Título: O Cade e a Justiça
Autor:
Fonte: O Estado de São Paulo, 14/01/2008, Notas e Informações, p. A3
Assim que o Superior Tribunal de Justiça (STJ) cassou a última liminar que permitia à Vale do Rio Doce sustar o cumprimento de decisões do Conselho Administrativo de Defesa Econômica (Cade), as duas partes agiram rapidamente: o órgão administrativo aplicou uma multa milionária e deu cinco dias para o pagamento; e a empresa recorreu ao Supremo Tribunal Federal (STF).
O litígio começou em abril de 2005 quando, acionada pela CSN, a procuradoria do Cade apresentou um parecer alertando para o risco de formação de monopólio no mercado de minérios por parte da Vale. Quatro meses depois, ao julgar a aquisição de oito mineradoras pela empresa, o órgão antitruste impôs à Vale que só aprovaria o negócio caso ela vendesse a mineradora Ferteco, de sua propriedade, ou renunciasse ao direito de preferência na compra do minério de ferro excedente produzido na mina Casa de Pedra, que pertence à CSN.

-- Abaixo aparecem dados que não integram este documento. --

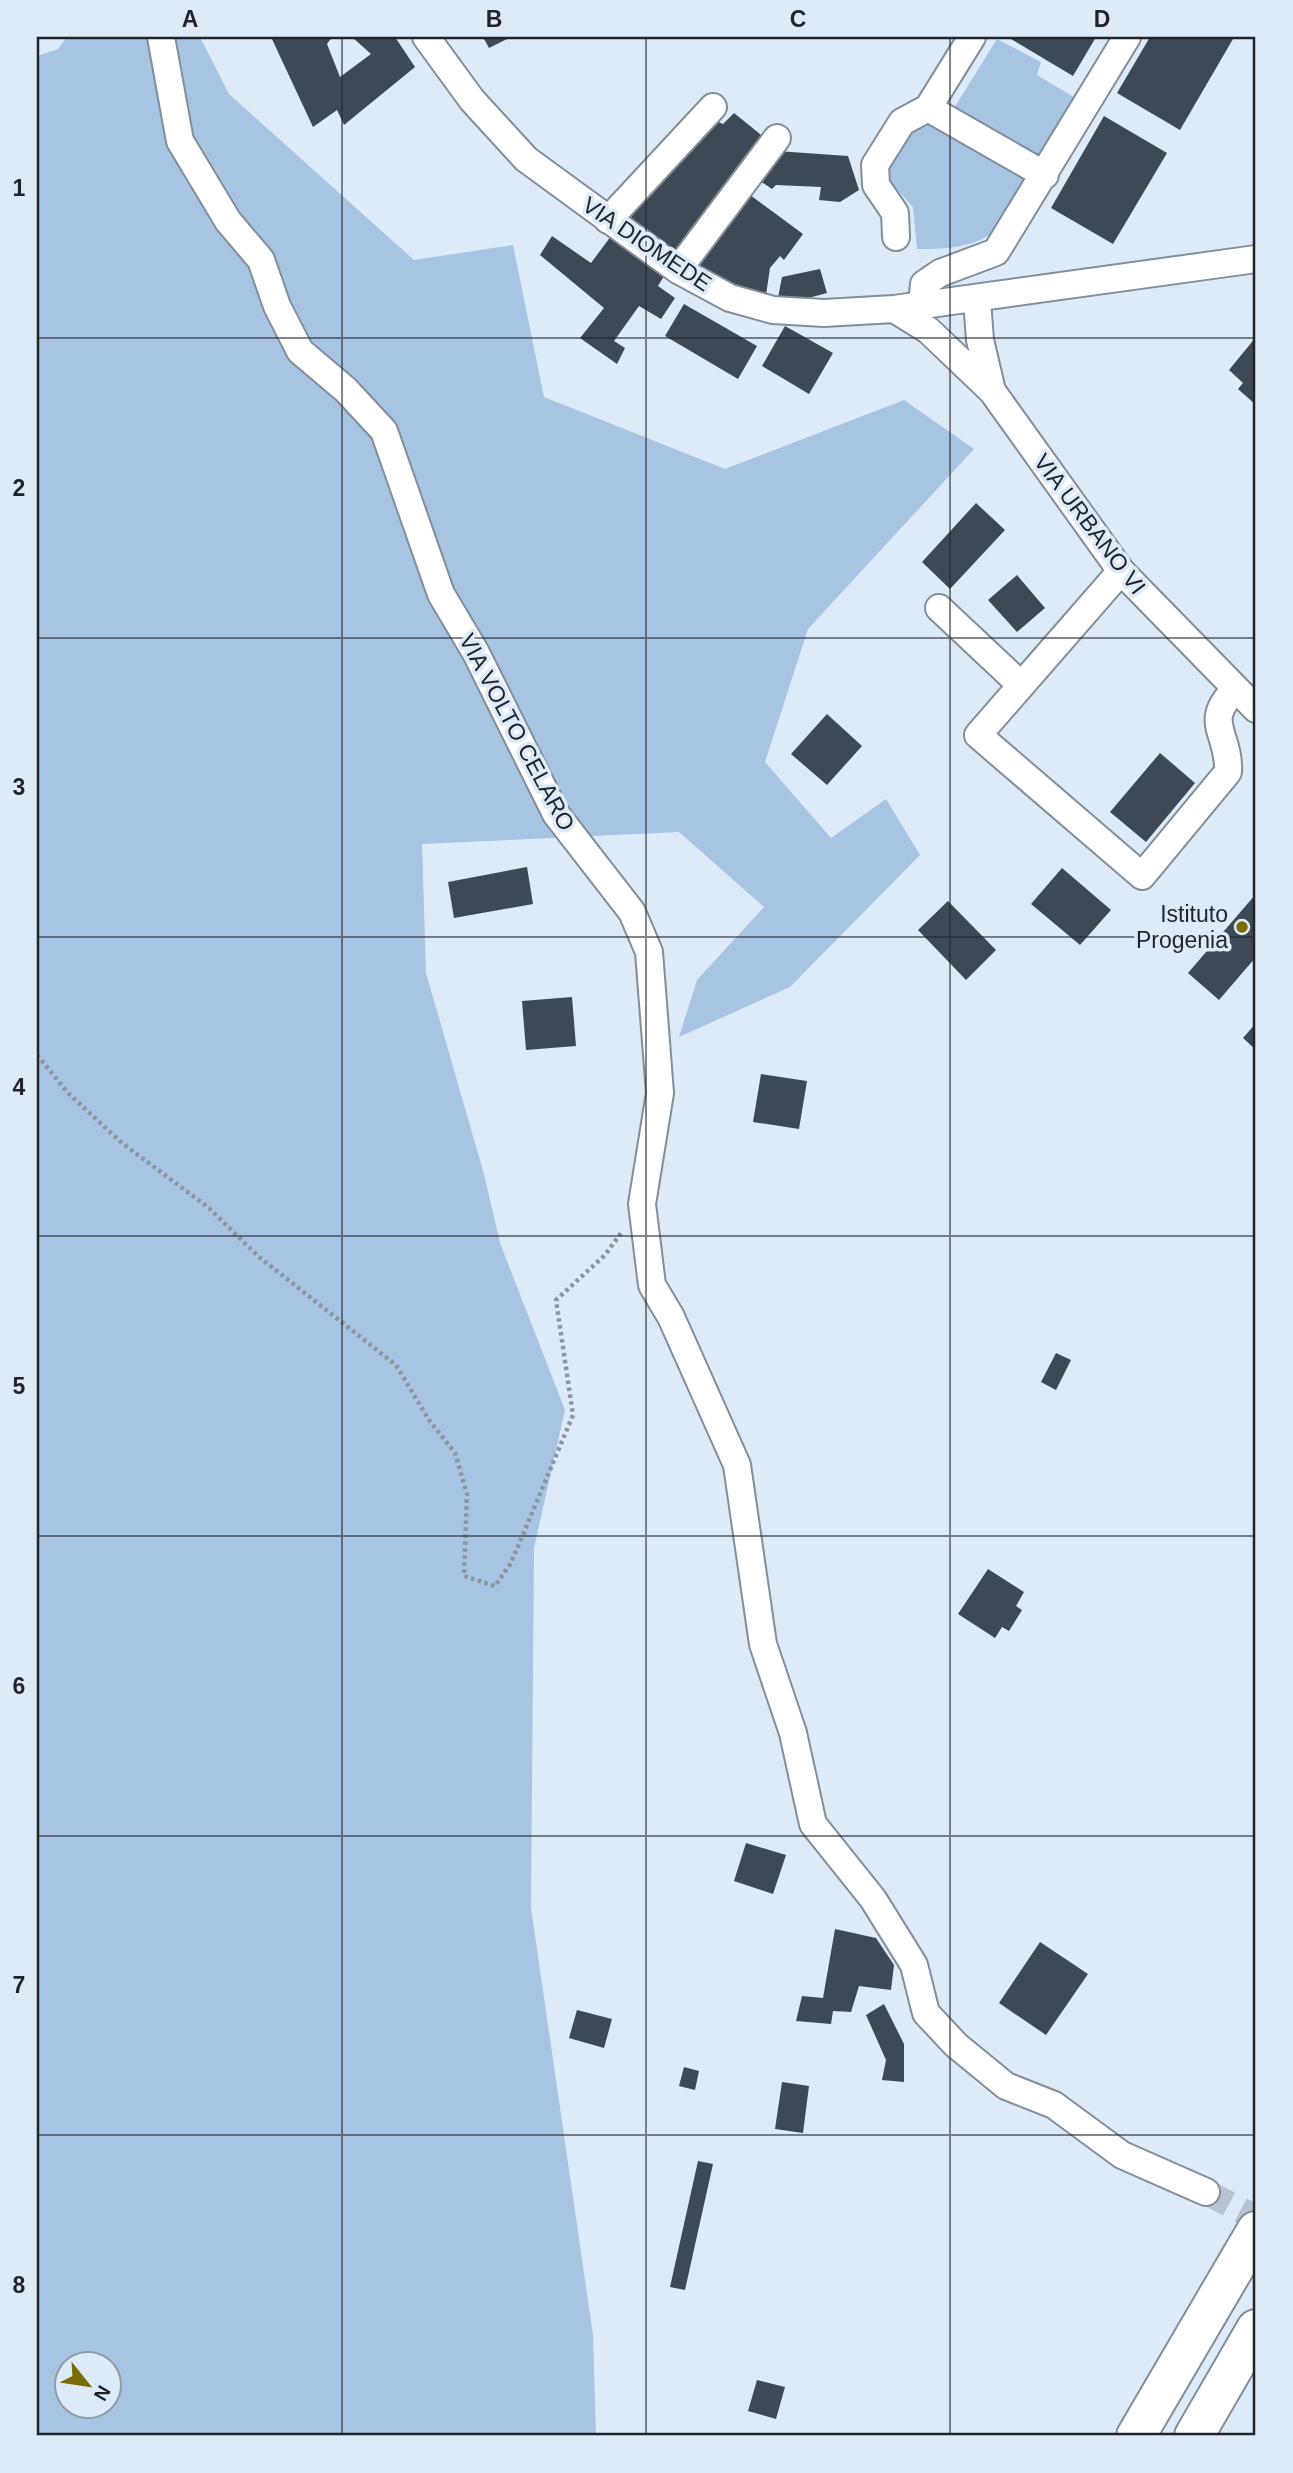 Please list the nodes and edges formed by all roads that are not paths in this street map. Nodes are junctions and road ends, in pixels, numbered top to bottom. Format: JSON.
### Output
{"nodes":[{"id":1,"x":162,"y":37,"type":"edge"},
{"id":2,"x":972,"y":37,"type":"edge"},
{"id":3,"x":1127,"y":37,"type":"edge"},
{"id":4,"x":430,"y":38,"type":"edge"},
{"id":5,"x":713,"y":107,"type":"dead end"},
{"id":6,"x":928,"y":108,"type":"junction"},
{"id":7,"x":777,"y":138,"type":"dead end"},
{"id":8,"x":1045,"y":175,"type":"junction"},
{"id":9,"x":608,"y":219,"type":"junction"},
{"id":10,"x":896,"y":237,"type":"dead end"},
{"id":11,"x":1256,"y":260,"type":"edge"},
{"id":12,"x":678,"y":270,"type":"junction"},
{"id":13,"x":977,"y":300,"type":"junction"},
{"id":14,"x":922,"y":305,"type":"junction"},
{"id":15,"x":894,"y":309,"type":"junction"},
{"id":16,"x":992,"y":391,"type":"junction"},
{"id":17,"x":1121,"y":571,"type":"junction"},
{"id":18,"x":939,"y":608,"type":"dead end"},
{"id":19,"x":1021,"y":685,"type":"junction"},
{"id":20,"x":1236,"y":689,"type":"junction"},
{"id":21,"x":1256,"y":709,"type":"edge"},
{"id":22,"x":1206,"y":2192,"type":"tunnel mouth"},
{"id":23,"x":1256,"y":2231,"type":"edge"},
{"id":24,"x":1256,"y":2329,"type":"edge"},
{"id":25,"x":1136,"y":2436,"type":"edge"},
{"id":26,"x":1194,"y":2436,"type":"edge"}],
"edges":[{"from":1,"to":22,"type":"street","name":"VIA VOLTO CELARO"},
{"from":2,"to":6,"type":"street"},
{"from":3,"to":8,"type":"street"},
{"from":4,"to":9,"type":"street","name":"VIA DIOMEDE"},
{"from":5,"to":9,"type":"street"},
{"from":6,"to":8,"type":"street"},
{"from":6,"to":10,"type":"street"},
{"from":7,"to":12,"type":"street"},
{"from":8,"to":14,"type":"street"},
{"from":9,"to":12,"type":"street","name":"VIA DIOMEDE"},
{"from":11,"to":13,"type":"street","name":"VIA DIOMEDE"},
{"from":12,"to":15,"type":"street","name":"VIA DIOMEDE"},
{"from":13,"to":14,"type":"street","name":"VIA DIOMEDE"},
{"from":13,"to":16,"type":"street","name":"VIA URBANO VI"},
{"from":14,"to":15,"type":"street","name":"VIA DIOMEDE"},
{"from":15,"to":16,"type":"street","name":"VIA URBANO VI"},
{"from":16,"to":17,"type":"street","name":"VIA URBANO VI"},
{"from":17,"to":19,"type":"street"},
{"from":17,"to":20,"type":"street","name":"VIA URBANO VI"},
{"from":18,"to":19,"type":"street"},
{"from":19,"to":20,"type":"street"},
{"from":20,"to":21,"type":"street","name":"VIA URBANO VI"},
{"from":23,"to":25,"type":"highway"},
{"from":24,"to":26,"type":"highway"}]}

A Vale recorreu à Justiça Federal e, após travar uma guerra de liminares que durou dois anos, acabou derrotada no STJ. Ao justificar a decisão, o presidente da corte, ministro Raphael de Barros Monteiro, afirmou que as sucessivas liminares pedidas pela Vale para evitar o cumprimento das decisões do Cade constituem ¿ofensa à ordem pública administrativa¿. Em seu recurso ao STF, a empresa alegou que Barros Monteiro teria ido além de sua competência.
Este é o ponto central da questão. Até que ponto uma empresa pode recorrer indefinidamente nos tribunais contra as decisões de mérito de um órgão administrativo? E qual a linha que separa a aguerrida defesa de interesses, com base nos recursos propiciados pela legislação processual, da litigância de má-fé?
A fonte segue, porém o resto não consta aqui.